Content starts
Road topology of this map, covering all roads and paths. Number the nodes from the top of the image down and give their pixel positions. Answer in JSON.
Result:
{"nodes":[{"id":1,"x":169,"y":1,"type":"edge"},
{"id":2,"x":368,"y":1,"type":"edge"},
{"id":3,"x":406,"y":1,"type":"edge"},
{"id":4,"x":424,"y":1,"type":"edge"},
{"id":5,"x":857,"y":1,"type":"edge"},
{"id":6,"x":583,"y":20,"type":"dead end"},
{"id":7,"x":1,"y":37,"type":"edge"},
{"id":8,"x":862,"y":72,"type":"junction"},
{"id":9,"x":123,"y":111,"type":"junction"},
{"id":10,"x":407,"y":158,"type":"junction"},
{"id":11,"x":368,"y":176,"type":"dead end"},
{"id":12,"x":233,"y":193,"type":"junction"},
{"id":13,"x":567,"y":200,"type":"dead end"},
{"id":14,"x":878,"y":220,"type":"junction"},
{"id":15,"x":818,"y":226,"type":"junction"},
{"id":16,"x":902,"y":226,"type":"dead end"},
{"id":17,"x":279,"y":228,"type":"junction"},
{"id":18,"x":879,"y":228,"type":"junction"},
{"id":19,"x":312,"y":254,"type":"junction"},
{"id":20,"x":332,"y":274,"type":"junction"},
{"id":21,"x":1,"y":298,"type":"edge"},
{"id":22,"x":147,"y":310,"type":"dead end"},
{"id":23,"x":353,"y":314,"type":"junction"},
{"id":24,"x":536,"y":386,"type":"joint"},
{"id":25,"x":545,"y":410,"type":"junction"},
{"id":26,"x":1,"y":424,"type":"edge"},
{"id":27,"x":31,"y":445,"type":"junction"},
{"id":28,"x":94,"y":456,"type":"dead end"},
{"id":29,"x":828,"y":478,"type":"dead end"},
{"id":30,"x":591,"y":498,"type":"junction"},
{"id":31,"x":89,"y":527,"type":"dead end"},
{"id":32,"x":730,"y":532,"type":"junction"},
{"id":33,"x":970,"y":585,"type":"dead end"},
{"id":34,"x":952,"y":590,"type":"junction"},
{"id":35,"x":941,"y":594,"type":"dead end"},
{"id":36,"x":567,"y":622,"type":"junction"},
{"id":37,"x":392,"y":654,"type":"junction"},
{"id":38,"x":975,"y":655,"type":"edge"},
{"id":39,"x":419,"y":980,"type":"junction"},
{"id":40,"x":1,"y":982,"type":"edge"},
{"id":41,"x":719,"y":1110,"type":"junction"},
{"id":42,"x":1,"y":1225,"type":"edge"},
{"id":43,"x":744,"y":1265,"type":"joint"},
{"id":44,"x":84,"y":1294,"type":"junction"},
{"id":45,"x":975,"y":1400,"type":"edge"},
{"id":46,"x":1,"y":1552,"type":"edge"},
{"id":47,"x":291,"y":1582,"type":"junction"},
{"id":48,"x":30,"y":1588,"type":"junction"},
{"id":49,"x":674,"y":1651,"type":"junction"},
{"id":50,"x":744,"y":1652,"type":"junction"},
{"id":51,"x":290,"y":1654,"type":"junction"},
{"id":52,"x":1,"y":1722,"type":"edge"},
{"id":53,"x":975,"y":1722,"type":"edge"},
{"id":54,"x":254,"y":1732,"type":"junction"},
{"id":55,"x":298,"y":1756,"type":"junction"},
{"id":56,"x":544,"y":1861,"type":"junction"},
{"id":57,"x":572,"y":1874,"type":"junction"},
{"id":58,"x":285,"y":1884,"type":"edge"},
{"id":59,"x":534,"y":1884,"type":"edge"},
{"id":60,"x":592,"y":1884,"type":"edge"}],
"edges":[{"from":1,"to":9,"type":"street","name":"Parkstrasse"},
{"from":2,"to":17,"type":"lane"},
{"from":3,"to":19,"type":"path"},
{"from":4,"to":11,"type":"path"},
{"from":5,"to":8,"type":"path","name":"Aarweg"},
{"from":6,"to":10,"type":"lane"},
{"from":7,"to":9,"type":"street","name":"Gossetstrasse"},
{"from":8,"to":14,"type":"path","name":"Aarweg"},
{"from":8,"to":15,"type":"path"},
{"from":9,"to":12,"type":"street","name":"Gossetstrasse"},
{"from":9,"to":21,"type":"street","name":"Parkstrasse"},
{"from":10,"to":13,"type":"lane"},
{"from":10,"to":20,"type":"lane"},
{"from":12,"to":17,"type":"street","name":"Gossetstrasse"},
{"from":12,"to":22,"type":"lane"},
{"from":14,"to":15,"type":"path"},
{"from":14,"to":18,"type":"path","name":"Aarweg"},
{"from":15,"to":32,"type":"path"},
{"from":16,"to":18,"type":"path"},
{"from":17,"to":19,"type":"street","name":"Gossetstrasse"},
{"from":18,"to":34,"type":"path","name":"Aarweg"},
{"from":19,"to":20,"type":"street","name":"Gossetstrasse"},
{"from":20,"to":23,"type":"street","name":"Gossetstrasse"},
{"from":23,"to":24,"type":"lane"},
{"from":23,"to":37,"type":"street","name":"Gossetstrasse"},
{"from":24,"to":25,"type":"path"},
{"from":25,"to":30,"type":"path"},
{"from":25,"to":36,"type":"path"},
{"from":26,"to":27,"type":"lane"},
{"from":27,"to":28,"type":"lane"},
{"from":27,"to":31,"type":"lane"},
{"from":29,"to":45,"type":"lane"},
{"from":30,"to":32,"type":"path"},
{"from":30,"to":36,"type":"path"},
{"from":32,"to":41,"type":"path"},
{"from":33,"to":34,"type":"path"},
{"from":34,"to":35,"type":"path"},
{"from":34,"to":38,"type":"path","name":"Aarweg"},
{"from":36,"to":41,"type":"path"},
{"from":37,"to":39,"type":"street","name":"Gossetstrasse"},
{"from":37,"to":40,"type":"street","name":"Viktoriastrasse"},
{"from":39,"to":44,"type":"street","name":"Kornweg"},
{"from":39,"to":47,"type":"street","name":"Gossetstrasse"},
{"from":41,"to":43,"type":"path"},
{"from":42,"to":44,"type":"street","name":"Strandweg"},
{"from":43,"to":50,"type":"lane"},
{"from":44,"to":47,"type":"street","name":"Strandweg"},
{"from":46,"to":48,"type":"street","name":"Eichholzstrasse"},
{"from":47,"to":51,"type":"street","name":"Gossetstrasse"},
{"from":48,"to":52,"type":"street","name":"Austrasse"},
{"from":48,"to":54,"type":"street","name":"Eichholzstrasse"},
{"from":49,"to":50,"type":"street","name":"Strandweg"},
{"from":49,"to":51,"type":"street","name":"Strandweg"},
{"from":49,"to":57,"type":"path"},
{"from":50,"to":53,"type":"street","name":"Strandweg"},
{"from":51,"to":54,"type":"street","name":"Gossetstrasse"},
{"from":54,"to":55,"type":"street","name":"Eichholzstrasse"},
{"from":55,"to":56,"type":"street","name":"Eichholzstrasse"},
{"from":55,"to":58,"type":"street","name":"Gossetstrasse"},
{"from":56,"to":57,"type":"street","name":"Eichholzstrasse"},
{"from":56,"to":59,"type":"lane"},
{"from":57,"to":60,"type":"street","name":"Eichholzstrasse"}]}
Content ends
In the entries above, which lines hold the string "joint"? Report all of them.

{"id":24,"x":536,"y":386,"type":"joint"},
{"id":43,"x":744,"y":1265,"type":"joint"},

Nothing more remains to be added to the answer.